I wonder if every new boat owner has the same uneasy thought of going to the dock to find only the top of a mast sticking out of the water? I had almost talked myself into riding out to the marina today just to check and even took a set of boat keys with me to work. But airplane problems intervened and I spent the day first, trying to figure out why both main tires on the Citation were trashed and second, how I could get them replaced in time to cover the trips coming up. As it turned out yesterday’s commuter like schedule, with a couple of very short trips and very fast turns in the Gulf coast heat simply overwhelmed tires that were near the end of their service life anyway. Never getting a chance to cool and subjected to multiple long taxi routes in both Gulfport and New Orleans the tires simply overheated, shed layers of too soft rubber and scorched their way through to the cords. Thirty plus years I have been around airplanes and this is the first time I’ve managed to fry a set of tires simply by working them too hard; learn something new every day.
Most of tomorrow will be spent having technicians drive in from Alton to jack the airplane and replace the tires. So we can’t plan on making it to the boat until Saturday morning.
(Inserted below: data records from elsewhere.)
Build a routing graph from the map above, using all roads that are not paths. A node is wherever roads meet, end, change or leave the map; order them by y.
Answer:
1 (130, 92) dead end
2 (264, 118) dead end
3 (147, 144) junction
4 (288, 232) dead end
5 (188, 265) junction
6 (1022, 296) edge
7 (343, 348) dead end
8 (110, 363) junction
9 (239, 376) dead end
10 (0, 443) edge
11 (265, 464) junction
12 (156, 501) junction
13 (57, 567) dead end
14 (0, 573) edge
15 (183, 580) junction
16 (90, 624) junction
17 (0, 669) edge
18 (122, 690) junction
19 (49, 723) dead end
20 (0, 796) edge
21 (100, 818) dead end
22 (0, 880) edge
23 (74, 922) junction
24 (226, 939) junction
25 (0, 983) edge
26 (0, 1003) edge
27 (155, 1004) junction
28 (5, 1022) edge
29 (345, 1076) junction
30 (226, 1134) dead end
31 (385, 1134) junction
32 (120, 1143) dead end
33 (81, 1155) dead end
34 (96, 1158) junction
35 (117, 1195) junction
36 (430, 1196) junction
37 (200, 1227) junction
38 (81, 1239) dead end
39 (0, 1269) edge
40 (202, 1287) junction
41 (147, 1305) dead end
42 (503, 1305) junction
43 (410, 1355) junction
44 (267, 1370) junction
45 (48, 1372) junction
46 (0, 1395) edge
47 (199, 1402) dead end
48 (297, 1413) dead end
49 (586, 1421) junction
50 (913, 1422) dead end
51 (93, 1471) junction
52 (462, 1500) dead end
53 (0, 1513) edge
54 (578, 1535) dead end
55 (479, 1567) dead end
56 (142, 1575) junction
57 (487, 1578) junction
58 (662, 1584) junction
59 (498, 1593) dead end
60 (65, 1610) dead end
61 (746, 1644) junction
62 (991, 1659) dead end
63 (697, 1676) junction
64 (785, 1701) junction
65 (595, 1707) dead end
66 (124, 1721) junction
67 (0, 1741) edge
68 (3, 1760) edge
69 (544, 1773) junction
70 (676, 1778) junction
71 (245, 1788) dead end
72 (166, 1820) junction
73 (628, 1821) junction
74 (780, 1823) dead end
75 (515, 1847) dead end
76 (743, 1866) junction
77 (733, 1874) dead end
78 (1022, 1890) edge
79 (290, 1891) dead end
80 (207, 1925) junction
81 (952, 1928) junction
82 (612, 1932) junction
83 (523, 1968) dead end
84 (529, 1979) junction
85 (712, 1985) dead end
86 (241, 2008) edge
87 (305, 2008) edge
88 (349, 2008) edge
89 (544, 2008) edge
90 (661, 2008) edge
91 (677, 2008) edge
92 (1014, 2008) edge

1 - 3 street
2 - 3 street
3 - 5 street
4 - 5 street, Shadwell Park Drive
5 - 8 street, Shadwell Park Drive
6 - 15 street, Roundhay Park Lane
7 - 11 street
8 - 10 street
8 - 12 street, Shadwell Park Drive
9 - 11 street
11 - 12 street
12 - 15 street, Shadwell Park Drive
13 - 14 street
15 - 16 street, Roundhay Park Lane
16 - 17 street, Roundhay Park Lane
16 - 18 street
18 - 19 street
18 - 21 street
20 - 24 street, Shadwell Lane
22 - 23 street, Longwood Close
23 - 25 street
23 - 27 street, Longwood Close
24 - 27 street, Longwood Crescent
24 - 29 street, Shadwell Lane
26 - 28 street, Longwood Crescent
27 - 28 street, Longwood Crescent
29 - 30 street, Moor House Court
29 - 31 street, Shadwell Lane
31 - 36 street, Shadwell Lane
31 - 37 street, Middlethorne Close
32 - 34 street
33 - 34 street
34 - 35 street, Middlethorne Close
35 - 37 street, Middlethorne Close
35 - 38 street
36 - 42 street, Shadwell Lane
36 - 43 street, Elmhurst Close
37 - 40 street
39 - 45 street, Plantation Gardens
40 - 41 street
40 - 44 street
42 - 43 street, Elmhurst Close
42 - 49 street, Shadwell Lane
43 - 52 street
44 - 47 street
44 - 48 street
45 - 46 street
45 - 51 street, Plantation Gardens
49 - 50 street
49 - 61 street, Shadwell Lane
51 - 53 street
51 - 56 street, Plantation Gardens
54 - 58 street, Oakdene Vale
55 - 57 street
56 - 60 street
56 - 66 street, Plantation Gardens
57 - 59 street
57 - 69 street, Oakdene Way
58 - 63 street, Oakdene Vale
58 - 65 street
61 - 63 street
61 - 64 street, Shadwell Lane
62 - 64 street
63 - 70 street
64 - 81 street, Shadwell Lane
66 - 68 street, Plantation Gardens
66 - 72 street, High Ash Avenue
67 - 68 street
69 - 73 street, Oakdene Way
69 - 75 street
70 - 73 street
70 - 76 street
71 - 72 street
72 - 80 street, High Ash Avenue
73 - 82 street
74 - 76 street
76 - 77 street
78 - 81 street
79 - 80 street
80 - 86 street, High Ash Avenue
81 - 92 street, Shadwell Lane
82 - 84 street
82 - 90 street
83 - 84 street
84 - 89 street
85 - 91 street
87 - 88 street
I guess if it hasn’t sunk by now it will still be floating a couple of mornings from now. I know I turned off the batteries and closed the thru-hulls, but I think I’m going to need to write an airplane-like checklist I can have on the boat. Something I can look over both before pulling out of the dock and before leaving the boat behind. After more than 3 decades pilot habits will not be broken.
While at the office this morning, and for the second time in as many weeks, I got word that a friend had passed. Ken was another friend from the airport with whom I had flown on many occasions. He had a stroke last night and died this morning. There are probably not two middle-aged white guys anywhere who are more opposite then Ken and I. He was ex-military (Vietnam Vet), pro-gun, conservative, religious, and to my way of thinking both a bit sexist and a little intolerant. But I considered him a friend. He was also a superb craftsman and artist. He had a Piper Cub dressed up in its military uniform as a L4 that we flew many times. The airplane was as perfect as any I have seen and Ken was as good a Cub pilot as there can be found anywhere. One of the rare times when I actually used my CFI was giving Ken his biennial flight reviews in his beloved Cub. It was both a huge amount of fun and a complete waste of time. He could, on demand and in nearly any wind, land that thing on any spot and on either wheel, out of a full wall-banger of a slip or at the end of most gentle of glides, three-point or wheel, power off or power on. I doubt that airplane will ever be flown that well again. He was also in the process of building a Fokker Tri-Plane replica. The fuselage and wing work are pure art. Ken will never finish that project, a sad and pointed reminder that we do not set the margins of our lives, neither the start nor the end. But we do set the limits.
By buying Nomad Deb and I decided not to wait but to move the limits of our lives, just a little, while we had the chance. To learn a new thing or two, see a new place, look at the world from sea level rather then the flight levels. This evening, knowing full well that we can plan for tomorrows but can’t make promises for them, I am pretty content with having taken the chance to buy the boat. The trick now is to enjoy every moment, every wave, every time we leave the dock and every time we return, to keep it afloat as long as I can.